Goal of the exercise>
Pull from the data below each line where the word "node" occurs, and copy it.

The data>
'''
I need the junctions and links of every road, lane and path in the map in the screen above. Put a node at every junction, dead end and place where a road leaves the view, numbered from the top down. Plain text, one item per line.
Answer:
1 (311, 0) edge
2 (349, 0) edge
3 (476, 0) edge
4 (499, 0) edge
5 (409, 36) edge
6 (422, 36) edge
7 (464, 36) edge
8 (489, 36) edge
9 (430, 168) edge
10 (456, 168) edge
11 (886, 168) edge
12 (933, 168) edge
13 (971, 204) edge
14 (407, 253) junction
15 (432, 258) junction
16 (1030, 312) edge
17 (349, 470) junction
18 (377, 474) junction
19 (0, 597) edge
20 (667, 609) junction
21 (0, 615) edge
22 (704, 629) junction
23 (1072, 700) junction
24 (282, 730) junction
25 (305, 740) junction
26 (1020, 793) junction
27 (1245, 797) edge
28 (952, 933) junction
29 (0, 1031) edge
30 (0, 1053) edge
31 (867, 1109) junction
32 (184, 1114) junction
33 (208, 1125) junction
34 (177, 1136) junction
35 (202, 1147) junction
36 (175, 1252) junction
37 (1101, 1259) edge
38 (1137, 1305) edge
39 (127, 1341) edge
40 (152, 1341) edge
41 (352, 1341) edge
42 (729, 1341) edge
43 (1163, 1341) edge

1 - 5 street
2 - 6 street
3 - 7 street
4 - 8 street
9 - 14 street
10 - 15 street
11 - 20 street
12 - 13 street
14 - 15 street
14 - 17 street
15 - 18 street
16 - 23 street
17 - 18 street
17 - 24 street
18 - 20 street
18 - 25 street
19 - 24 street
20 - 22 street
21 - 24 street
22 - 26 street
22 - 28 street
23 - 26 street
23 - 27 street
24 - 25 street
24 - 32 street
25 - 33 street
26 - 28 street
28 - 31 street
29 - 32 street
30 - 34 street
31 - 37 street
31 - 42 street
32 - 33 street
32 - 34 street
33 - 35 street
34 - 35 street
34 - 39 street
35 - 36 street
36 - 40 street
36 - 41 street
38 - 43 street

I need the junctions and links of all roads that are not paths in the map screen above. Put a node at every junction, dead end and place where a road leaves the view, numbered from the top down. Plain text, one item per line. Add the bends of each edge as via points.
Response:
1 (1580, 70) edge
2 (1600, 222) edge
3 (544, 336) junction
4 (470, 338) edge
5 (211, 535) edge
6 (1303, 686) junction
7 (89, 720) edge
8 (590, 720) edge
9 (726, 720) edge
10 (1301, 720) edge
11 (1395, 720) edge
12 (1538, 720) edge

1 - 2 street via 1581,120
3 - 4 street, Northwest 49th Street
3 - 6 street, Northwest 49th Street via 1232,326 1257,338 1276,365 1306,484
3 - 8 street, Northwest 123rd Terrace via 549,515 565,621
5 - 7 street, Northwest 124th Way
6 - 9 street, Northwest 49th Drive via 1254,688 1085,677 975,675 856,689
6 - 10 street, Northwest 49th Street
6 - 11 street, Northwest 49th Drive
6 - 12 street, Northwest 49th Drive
'''
Task answer>
I need the junctions and links of every road, lane and path in the map in the screen above. Put a node at every junction, dead end and place where a road leaves the view, numbered from the top down. Plain text, one item per line.
I need the junctions and links of all roads that are not paths in the map screen above. Put a node at every junction, dead end and place where a road leaves the view, numbered from the top down. Plain text, one item per line. Add the bends of each edge as via points.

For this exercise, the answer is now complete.